→ Data provided:
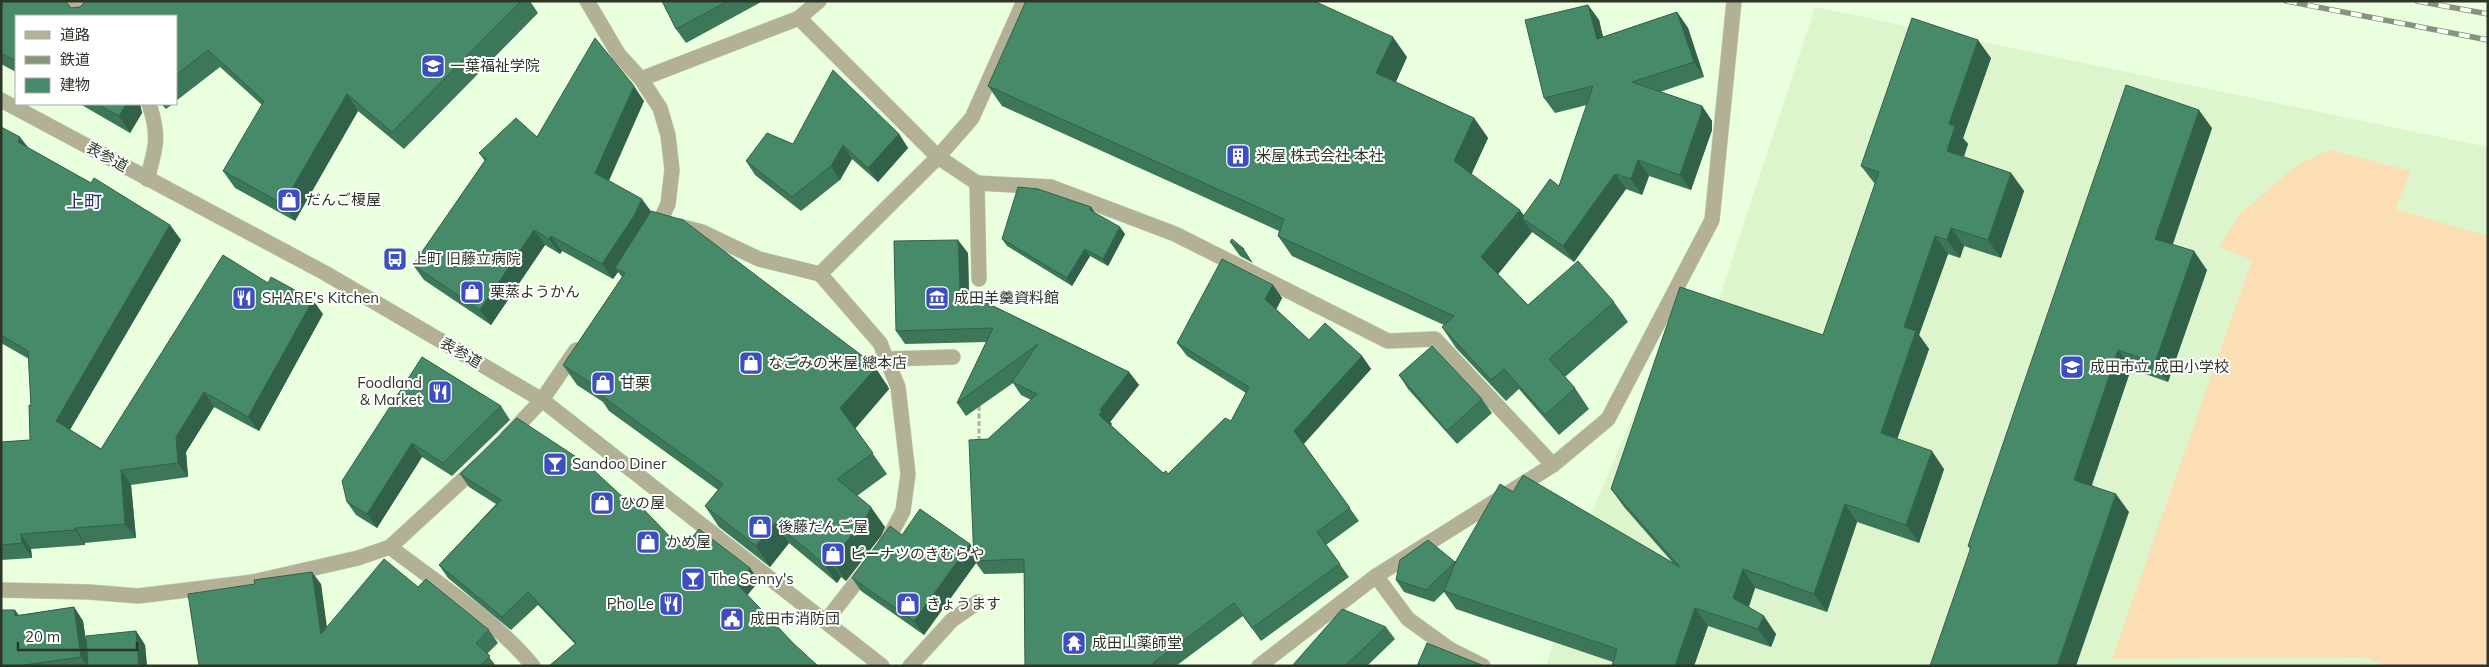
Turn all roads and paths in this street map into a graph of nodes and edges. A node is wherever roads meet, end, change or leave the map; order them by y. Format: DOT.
graph roads {
  1 [pos="76,1"];
  2 [pos="587,1"];
  3 [pos="819,1"];
  4 [pos="1024,1"];
  5 [pos="1734,1"];
  6 [pos="86,15"];
  7 [pos="799,18"];
  8 [pos="641,79"];
  9 [pos="1,100"];
  10 [pos="149,105"];
  11 [pos="938,157"];
  12 [pos="146,179"];
  13 [pos="977,183"];
  14 [pos="661,221"];
  15 [pos="647,244"];
  16 [pos="820,274"];
  17 [pos="979,279"];
  18 [pos="586,334"];
  19 [pos="953,357"];
  20 [pos="887,359"];
  21 [pos="979,397"];
  22 [pos="542,400"];
  23 [pos="500,445"];
  24 [pos="979,446"];
  25 [pos="486,458"];
  26 [pos="1553,465"];
  27 [pos="390,547"];
  28 [pos="1376,576"];
  29 [pos="1,590"];
  30 [pos="978,602"];
  31 [pos="826,621"];
  32 [pos="533,666"];
  33 [pos="882,666"];
  34 [pos="910,666"];
  35 [pos="1259,666"];
  36 [pos="1483,666"];
  1 -- 6 [label="street"];
  2 -- 8 [label="street"];
  3 -- 7 [label="street"];
  4 -- 11 [label="street"];
  5 -- 26 [label="street"];
  7 -- 8 [label="street"];
  7 -- 11 [label="street"];
  8 -- 14 [label="street"];
  9 -- 12 [label="street, 表参道"];
  10 -- 12 [label="street"];
  11 -- 13 [label="street"];
  11 -- 16 [label="street"];
  12 -- 22 [label="street, 表参道"];
  13 -- 17 [label="street"];
  13 -- 26 [label="street"];
  14 -- 15 [label="street"];
  14 -- 16 [label="street"];
  16 -- 20 [label="street"];
  18 -- 22 [label="street"];
  19 -- 20 [label="street"];
  20 -- 31 [label="street"];
  21 -- 24 [label="path"];
  22 -- 23 [label="street"];
  22 -- 31 [label="street, 表参道"];
  25 -- 27 [label="street"];
  26 -- 28 [label="street"];
  27 -- 29 [label="street"];
  27 -- 32 [label="street"];
  28 -- 35 [label="street"];
  28 -- 36 [label="street"];
  30 -- 34 [label="street"];
  31 -- 33 [label="street, 表参道"];
}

→ Work item: Would you copy every line from the listing above that has the string "roads" in it?

→ Solution to the problem:
Turn all roads and paths in this street map into a graph of nodes and edges. A node is wherever roads meet, end, change or leave the map; order them by y. Format: DOT.
graph roads {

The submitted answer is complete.